Even though Azure Data Factory is a UI-driven tool and writing unit tests might not be in the nature of it. How can you be confident that your changes will work as expected, and existing pipelines will not break, without writing unit tests?

Getting started

Create a .NET Unit Test project (xUnit is used in examples)
Navigate in terminal to the project folder
Add private github package nuget source: dotnet nuget add source https://nuget.pkg.github.com/arjendev/index.json --name arjendevfeed --username <GITHUB_HANDLE> --password <TOKEN>
Add package to project: dotnet add package AzureDataFactory.TestingFramework --prerelease
Start writing tests

Features - Examples

The samples seen below is the only code that you need to write!

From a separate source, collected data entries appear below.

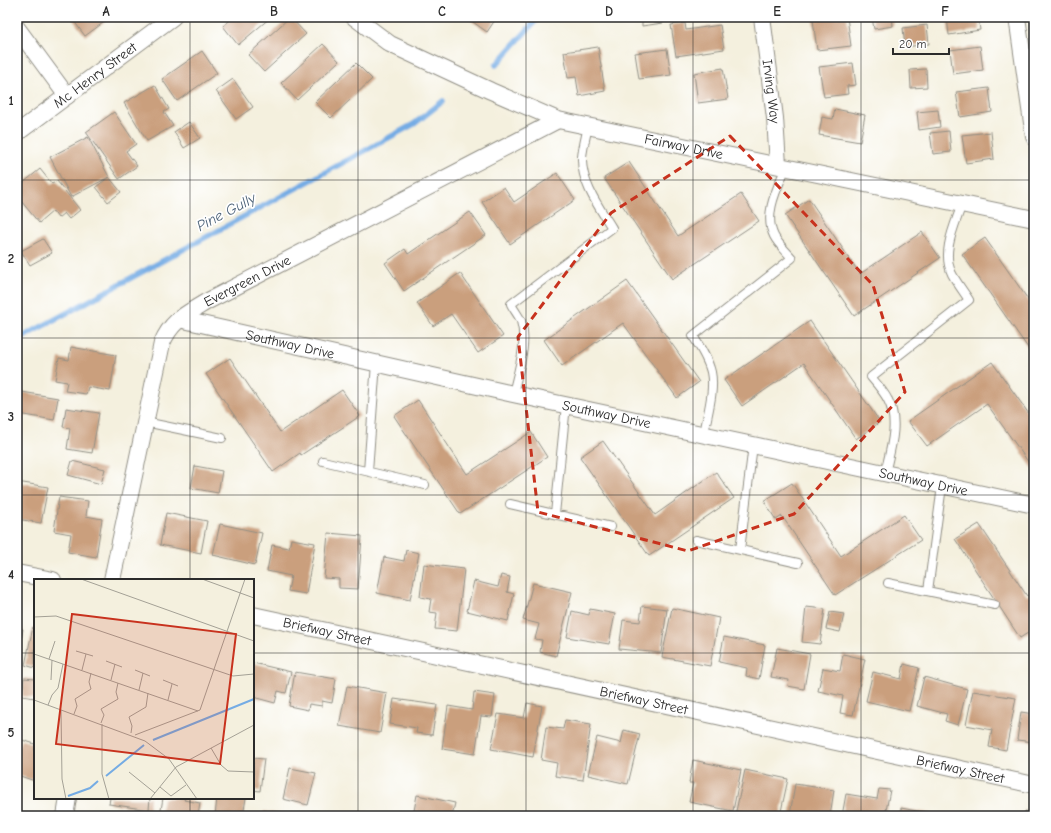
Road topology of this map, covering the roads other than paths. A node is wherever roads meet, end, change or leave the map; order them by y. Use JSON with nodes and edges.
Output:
{"nodes":[{"id":1,"x":173,"y":17,"type":"edge"},
{"id":2,"x":354,"y":17,"type":"edge"},
{"id":3,"x":762,"y":17,"type":"edge"},
{"id":4,"x":1017,"y":17,"type":"edge"},
{"id":5,"x":17,"y":28,"type":"edge"},
{"id":6,"x":67,"y":96,"type":"junction"},
{"id":7,"x":558,"y":120,"type":"junction"},
{"id":8,"x":588,"y":126,"type":"junction"},
{"id":9,"x":17,"y":133,"type":"edge"},
{"id":10,"x":1034,"y":137,"type":"edge"},
{"id":11,"x":782,"y":166,"type":"junction"},
{"id":12,"x":962,"y":204,"type":"junction"},
{"id":13,"x":1034,"y":219,"type":"edge"},
{"id":14,"x":180,"y":319,"type":"junction"},
{"id":15,"x":376,"y":363,"type":"junction"},
{"id":16,"x":513,"y":394,"type":"junction"},
{"id":17,"x":566,"y":405,"type":"junction"},
{"id":18,"x":145,"y":422,"type":"junction"},
{"id":19,"x":704,"y":434,"type":"junction"},
{"id":20,"x":222,"y":438,"type":"dead end"},
{"id":21,"x":753,"y":445,"type":"junction"},
{"id":22,"x":323,"y":461,"type":"dead end"},
{"id":23,"x":368,"y":472,"type":"junction"},
{"id":24,"x":885,"y":473,"type":"junction"},
{"id":25,"x":425,"y":485,"type":"dead end"},
{"id":26,"x":942,"y":486,"type":"junction"},
{"id":27,"x":510,"y":504,"type":"dead end"},
{"id":28,"x":1034,"y":505,"type":"edge"},
{"id":29,"x":555,"y":514,"type":"junction"},
{"id":30,"x":612,"y":527,"type":"dead end"},
{"id":31,"x":696,"y":540,"type":"dead end"},
{"id":32,"x":740,"y":550,"type":"junction"},
{"id":33,"x":798,"y":563,"type":"dead end"},
{"id":34,"x":17,"y":573,"type":"edge"},
{"id":35,"x":48,"y":579,"type":"edge"},
{"id":36,"x":112,"y":579,"type":"edge"},
{"id":37,"x":888,"y":582,"type":"dead end"},
{"id":38,"x":928,"y":591,"type":"junction"},
{"id":39,"x":995,"y":605,"type":"dead end"},
{"id":40,"x":254,"y":616,"type":"edge"},
{"id":41,"x":1034,"y":786,"type":"edge"},
{"id":42,"x":68,"y":799,"type":"edge"},
{"id":43,"x":65,"y":816,"type":"edge"}],
"edges":[{"from":1,"to":6,"type":"street","name":"Mc Henry Street"},
{"from":2,"to":7,"type":"street","name":"Fairway Drive"},
{"from":3,"to":11,"type":"street","name":"Irving Way"},
{"from":4,"to":10,"type":"street"},
{"from":5,"to":6,"type":"street"},
{"from":6,"to":9,"type":"street","name":"Mc Henry Street"},
{"from":7,"to":8,"type":"street","name":"Fairway Drive"},
{"from":7,"to":14,"type":"street","name":"Evergreen Drive"},
{"from":8,"to":11,"type":"street","name":"Fairway Drive"},
{"from":8,"to":16,"type":"lane"},
{"from":11,"to":12,"type":"street","name":"Fairway Drive"},
{"from":11,"to":19,"type":"lane"},
{"from":12,"to":13,"type":"street","name":"Fairway Drive"},
{"from":12,"to":24,"type":"lane"},
{"from":14,"to":15,"type":"street","name":"Southway Drive"},
{"from":14,"to":18,"type":"street","name":"Evergreen Drive"},
{"from":15,"to":16,"type":"street","name":"Southway Drive"},
{"from":15,"to":23,"type":"lane"},
{"from":16,"to":17,"type":"street","name":"Southway Drive"},
{"from":17,"to":19,"type":"street","name":"Southway Drive"},
{"from":17,"to":29,"type":"lane"},
{"from":18,"to":20,"type":"lane"},
{"from":18,"to":36,"type":"street","name":"Evergreen Drive"},
{"from":19,"to":21,"type":"street","name":"Southway Drive"},
{"from":21,"to":24,"type":"street","name":"Southway Drive"},
{"from":21,"to":32,"type":"lane"},
{"from":22,"to":23,"type":"lane"},
{"from":23,"to":25,"type":"lane"},
{"from":24,"to":26,"type":"street","name":"Southway Drive"},
{"from":26,"to":28,"type":"street","name":"Southway Drive"},
{"from":26,"to":38,"type":"lane"},
{"from":27,"to":29,"type":"lane"},
{"from":29,"to":30,"type":"lane"},
{"from":31,"to":32,"type":"lane"},
{"from":32,"to":33,"type":"lane"},
{"from":34,"to":35,"type":"street"},
{"from":37,"to":38,"type":"lane"},
{"from":38,"to":39,"type":"lane"},
{"from":40,"to":41,"type":"street","name":"Briefway Street"},
{"from":42,"to":43,"type":"street"}]}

The framework will take care of the rest.

Evaluate activities (e.g. a WebActivity that calls Azure Batch API), LinkedServices, Datasets and Triggers

  // Arrange
  var pipeline = PipelineFactory.ParseFromFile("Example/example-pipeline.json");
  var activity = pipeline.GetActivityByName("Trigger Azure Batch Job") as WebHookActivity;
  
  _state.Parameters.Add(new RunParameter(ParameterType.Global, "BaseUrl", "https://example.com"));
  _state.Parameters.Add(new RunParameter(ParameterType.Pipeline, "JobId", "123"));
  _state.Variables.Add(new PipelineRunVariable("JobName", "Job-123"));
  _state.AddActivityResult(new TestActivityResult("Get version", new
  {
    Version = "version1"
  }));
  
  // Act
  activity.Evaluate(_state);
  
  // Assert
  Assert.Equal("https://example.com/jobs", activity.Uri);
  Assert.Equal("POST", activity.Method);
  Assert.Equal("{ \n    \"JobId\": \"123\",\n    \"JobName\": \"Job-123\",\n    \"Version\": \"version1\",\n}", activity.Body);

Evaluate Pipelines and test the flow of activities given a specific input

var testFramework = new TestFramework(dataFactoryFolderPath: "BatchJob");
var pipeline = testFramework.Repository.GetPipelineByName("batch_job");
Assert.Equal("example-pipeline", pipeline.Name);
Assert.Equal(6, pipeline.Activities.Count);

// Runs the pipeline with the provided parameters
var activities = testFramework.Evaluate(pipeline, new List<RunParameter>
    {
        new(ParameterType.Pipeline, "JobId", "123"),
        new(ParameterType.Pipeline, "ContainerName", "test-container"),
        new(ParameterType.Global, "BaseUrl", "https://example.com"),
    });

var setVariableActivity = activities.GetNext<SetVariableActivity>();
Assert.NotNull(setVariableActivity);
Assert.Equal("Set JobName", setVariableActivity.Name);
Assert.Equal("JobName", setVariableActivity.VariableName);
Assert.Equal("Job-123", setVariableActivity.Value);

var getVersionActivity = activities.GetNext<WebActivity>();
Assert.NotNull(getVersionActivity);
Assert.Equal("Get version", getVersionActivity.Name);
Assert.Equal("https://example.com/version", getVersionActivity.Uri);
Assert.Equal("GET", getVersionActivity.Method);
Assert.Null(getVersionActivity.Body);
getVersionActivity.SetResult(DependencyCondition.Succeeded, new {
    Version = "version1"
});

var createBatchActivity = activities.GetNext<WebHookActivity>();
Assert.NotNull(createBatchActivity);
Assert.Equal("Trigger Azure Batch Job", createBatchActivity.Name);
Assert.Equal("https://example.com/jobs", createBatchActivity.Uri);
Assert.Equal("POST", createBatchActivity.Method);
Assert.Equal("{ \n    \"JobId\": \"123\",\n    \"JobName\": \"Job-123\",\n    \"Version\": \"version1\",\n}", createBatchActivity.Body);
createBatchActivity.SetResult(DependencyCondition.Succeeded, "OK");

Assert.Throws<ActivityEnumeratorException>(() => activities.GetNext());

Evaluate expressions

    // Arrange 
    var expression = FunctionPart.Parse("concat('https://example.com/jobs/', '123', concat('&', 'abc'))");

    // Act
    var evaluated = expression.Evaluate();
    
    // Assert
    Assert.Equal("https://example.com/jobs/123&abc", evaluated);

See AzureDataFactory.TestingFramework.Example project for more samples

Registering missing expression functions

As the framework is interpreting expressions containing functions, these functions need to be implemented in C#. The goal is to start supporting more and more functions, but if a function is not supported, then the following code can be used to register a missing function:

   FunctionsRepository.Register("concat", (IEnumerable<object> arguments) => string.Concat(arguments));
   FunctionsRepository.Register("trim", (string text, string trimArgument) => text.Trim(trimArgument[0]));

On runtime when evaluating expressions, the framework will try to find a matching function and assert the expected amount of arguments are supplied. If no matching function is found, then an exception will be thrown.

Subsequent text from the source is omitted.